◆ SUPPLIED MATERIAL ◆
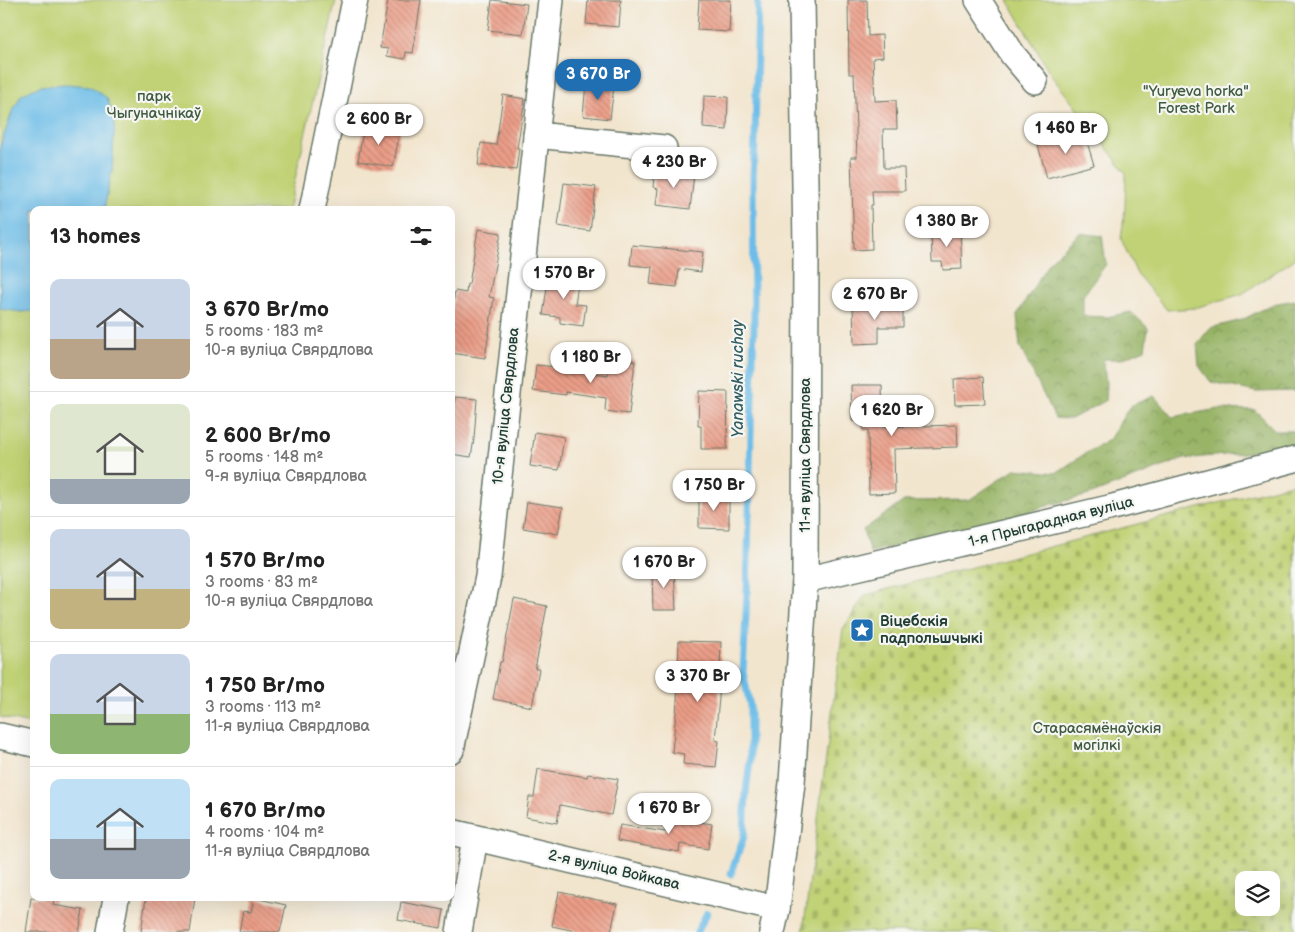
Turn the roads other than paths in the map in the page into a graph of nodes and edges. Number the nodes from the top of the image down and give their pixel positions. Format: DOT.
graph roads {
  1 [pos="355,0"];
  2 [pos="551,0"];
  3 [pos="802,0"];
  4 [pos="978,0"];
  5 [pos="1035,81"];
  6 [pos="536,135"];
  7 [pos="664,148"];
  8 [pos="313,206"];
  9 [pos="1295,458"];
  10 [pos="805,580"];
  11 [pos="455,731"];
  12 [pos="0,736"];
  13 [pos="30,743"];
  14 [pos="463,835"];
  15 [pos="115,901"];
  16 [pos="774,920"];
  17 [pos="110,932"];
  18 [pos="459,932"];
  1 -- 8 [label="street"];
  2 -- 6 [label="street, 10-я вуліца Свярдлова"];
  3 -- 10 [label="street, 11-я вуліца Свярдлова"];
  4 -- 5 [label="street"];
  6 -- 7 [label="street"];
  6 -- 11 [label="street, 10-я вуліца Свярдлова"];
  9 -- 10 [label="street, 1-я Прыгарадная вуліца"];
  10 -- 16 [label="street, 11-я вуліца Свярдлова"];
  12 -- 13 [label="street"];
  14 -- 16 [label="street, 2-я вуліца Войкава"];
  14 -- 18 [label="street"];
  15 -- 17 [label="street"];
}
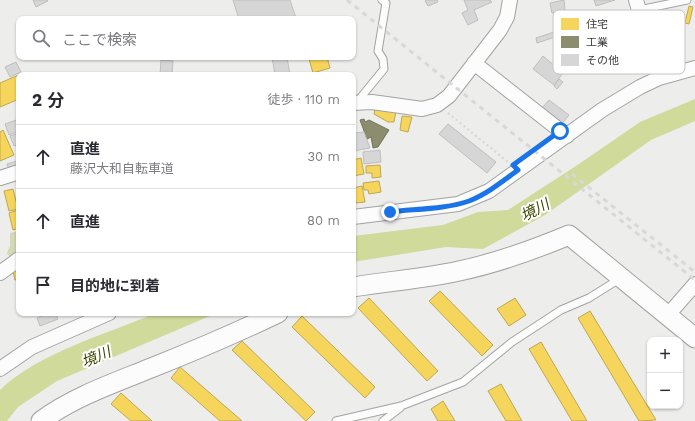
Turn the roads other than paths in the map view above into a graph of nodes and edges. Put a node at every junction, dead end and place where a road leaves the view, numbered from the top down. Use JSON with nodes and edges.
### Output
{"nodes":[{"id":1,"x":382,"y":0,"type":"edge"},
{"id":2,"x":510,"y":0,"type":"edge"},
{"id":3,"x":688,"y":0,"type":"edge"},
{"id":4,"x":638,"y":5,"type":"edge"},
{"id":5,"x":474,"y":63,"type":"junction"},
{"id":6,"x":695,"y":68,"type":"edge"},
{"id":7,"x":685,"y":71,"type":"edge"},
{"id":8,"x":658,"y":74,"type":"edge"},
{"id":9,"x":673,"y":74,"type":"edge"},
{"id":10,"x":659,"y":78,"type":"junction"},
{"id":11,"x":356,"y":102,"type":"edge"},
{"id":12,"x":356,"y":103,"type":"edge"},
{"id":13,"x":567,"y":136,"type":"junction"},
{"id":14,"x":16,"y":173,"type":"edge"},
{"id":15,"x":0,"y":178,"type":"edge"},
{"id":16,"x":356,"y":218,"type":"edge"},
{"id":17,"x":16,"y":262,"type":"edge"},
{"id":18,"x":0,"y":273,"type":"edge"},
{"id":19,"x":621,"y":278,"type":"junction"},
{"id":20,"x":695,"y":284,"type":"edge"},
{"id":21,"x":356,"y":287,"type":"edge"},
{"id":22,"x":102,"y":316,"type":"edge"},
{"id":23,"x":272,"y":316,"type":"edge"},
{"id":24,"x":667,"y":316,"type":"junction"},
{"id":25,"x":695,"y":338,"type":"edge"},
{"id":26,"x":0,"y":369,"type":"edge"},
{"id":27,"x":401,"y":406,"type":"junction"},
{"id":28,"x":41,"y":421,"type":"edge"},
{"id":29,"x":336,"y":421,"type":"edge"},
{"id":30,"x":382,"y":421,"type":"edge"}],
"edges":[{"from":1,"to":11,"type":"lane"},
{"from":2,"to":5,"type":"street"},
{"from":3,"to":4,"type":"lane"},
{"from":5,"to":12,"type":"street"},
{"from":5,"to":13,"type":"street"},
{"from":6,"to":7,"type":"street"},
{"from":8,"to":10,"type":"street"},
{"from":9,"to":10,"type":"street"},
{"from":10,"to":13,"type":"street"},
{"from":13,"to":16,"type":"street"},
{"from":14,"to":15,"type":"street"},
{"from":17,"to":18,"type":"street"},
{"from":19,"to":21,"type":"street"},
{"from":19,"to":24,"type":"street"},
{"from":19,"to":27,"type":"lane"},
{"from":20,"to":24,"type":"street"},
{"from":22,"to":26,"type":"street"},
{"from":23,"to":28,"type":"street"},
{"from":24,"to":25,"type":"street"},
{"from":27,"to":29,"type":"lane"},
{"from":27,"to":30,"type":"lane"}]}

◆ GOAL OF THE EXERCISE ◆
Pull every line with the string "roads" out of the material.

◆ SOLUTION TO THIS PROBLEM ◆
Turn the roads other than paths in the map in the page into a graph of nodes and edges. Number the nodes from the top of the image down and give their pixel positions. Format: DOT.
graph roads {
Turn the roads other than paths in the map view above into a graph of nodes and edges. Put a node at every junction, dead end and place where a road leaves the view, numbered from the top down. Use JSON with nodes and edges.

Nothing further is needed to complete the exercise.